◆ Data for analysis
#####

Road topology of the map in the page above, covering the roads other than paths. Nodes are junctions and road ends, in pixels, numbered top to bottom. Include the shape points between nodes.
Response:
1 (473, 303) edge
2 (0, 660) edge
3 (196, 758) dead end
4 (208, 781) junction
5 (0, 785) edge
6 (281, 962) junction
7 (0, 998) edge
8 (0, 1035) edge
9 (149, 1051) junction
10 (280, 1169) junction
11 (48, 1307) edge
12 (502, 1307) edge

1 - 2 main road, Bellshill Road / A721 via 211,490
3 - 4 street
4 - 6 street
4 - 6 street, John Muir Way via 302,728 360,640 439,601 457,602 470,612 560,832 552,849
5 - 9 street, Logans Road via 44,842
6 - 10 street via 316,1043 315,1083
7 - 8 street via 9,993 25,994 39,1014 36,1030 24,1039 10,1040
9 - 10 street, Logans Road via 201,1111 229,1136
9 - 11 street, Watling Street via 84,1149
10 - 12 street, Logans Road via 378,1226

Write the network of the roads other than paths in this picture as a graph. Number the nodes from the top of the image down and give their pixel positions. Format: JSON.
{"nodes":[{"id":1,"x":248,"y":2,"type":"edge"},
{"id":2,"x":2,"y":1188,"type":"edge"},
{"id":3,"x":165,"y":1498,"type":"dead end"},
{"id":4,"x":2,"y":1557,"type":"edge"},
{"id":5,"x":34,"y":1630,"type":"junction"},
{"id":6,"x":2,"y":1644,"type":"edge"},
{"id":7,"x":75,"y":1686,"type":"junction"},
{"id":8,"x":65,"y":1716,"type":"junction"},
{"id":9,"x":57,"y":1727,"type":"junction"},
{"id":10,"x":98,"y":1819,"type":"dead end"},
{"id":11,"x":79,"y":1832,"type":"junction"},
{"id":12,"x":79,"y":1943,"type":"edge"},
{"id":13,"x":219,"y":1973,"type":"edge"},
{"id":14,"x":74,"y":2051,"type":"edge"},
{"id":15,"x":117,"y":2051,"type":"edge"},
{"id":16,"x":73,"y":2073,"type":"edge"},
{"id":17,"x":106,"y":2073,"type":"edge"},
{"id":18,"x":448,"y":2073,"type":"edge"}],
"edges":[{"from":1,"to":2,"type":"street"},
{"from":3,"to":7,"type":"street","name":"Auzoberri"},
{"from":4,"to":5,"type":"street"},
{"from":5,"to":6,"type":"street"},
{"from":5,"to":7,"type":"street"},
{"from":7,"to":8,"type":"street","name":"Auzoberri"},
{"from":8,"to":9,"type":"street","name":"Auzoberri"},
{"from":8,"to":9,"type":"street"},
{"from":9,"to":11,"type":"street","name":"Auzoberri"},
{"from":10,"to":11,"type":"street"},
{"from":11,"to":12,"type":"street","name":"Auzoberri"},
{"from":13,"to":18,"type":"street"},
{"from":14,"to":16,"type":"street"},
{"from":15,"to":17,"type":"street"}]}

#####

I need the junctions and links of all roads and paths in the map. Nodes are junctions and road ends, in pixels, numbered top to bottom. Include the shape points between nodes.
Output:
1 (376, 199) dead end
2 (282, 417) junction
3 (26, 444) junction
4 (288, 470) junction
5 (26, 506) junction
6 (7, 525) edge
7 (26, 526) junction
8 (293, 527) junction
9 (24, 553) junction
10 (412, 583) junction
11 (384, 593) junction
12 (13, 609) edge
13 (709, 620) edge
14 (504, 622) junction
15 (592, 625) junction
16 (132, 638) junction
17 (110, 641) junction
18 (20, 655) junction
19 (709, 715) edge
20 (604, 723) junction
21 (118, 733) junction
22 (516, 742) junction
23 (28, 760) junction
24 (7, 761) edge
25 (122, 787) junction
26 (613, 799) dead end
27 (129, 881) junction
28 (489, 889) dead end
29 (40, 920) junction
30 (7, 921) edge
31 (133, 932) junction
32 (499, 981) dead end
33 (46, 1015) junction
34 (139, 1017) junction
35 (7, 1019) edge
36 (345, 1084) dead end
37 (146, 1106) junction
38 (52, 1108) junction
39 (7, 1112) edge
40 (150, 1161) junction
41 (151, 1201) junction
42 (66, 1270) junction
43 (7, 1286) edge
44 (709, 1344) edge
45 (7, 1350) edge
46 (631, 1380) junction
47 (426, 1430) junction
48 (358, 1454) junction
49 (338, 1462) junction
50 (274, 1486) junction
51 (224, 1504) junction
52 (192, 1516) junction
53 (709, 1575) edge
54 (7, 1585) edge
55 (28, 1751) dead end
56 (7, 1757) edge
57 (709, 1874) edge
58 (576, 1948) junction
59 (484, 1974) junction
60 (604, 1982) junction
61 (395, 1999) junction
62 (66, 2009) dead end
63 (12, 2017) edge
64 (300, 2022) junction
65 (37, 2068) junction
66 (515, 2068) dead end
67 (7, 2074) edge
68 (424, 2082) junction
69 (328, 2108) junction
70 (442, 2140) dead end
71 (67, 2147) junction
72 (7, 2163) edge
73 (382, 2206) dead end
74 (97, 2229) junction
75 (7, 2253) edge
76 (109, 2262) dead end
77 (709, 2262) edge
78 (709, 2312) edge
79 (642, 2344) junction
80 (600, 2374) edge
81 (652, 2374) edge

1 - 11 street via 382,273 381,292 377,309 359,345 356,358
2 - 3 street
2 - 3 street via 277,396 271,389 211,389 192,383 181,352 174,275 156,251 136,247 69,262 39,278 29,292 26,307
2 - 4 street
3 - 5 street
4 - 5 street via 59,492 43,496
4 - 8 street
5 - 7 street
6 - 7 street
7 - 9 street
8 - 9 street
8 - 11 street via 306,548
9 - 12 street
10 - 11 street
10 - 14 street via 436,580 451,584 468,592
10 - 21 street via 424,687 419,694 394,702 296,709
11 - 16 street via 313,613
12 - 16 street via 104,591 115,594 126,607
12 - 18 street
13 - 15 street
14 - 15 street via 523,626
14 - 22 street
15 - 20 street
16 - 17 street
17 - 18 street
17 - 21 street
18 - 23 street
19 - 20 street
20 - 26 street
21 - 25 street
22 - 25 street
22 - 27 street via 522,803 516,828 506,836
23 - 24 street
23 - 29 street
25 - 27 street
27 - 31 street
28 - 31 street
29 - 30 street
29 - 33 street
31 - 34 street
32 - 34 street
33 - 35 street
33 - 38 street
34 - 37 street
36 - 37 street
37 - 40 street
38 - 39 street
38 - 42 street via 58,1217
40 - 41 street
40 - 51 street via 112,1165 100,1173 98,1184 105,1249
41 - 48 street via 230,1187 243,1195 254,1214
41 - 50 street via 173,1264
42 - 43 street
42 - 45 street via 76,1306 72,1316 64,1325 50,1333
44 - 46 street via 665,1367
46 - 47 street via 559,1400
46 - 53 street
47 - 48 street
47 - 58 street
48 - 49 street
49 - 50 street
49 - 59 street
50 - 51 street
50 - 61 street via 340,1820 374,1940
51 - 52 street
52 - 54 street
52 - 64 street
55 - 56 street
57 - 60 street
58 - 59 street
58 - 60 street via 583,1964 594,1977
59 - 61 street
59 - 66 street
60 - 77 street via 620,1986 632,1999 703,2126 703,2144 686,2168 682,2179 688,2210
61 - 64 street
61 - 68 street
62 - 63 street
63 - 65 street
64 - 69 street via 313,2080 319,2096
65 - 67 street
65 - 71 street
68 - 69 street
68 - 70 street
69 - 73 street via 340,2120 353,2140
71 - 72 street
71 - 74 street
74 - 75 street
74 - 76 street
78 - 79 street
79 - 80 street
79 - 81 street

#####

◆ What the exercise asks
Which lines of the data above contain "Auzoberri"? Copy each one.

◆ Written response
{"from":3,"to":7,"type":"street","name":"Auzoberri"},
{"from":7,"to":8,"type":"street","name":"Auzoberri"},
{"from":8,"to":9,"type":"street","name":"Auzoberri"},
{"from":9,"to":11,"type":"street","name":"Auzoberri"},
{"from":11,"to":12,"type":"street","name":"Auzoberri"},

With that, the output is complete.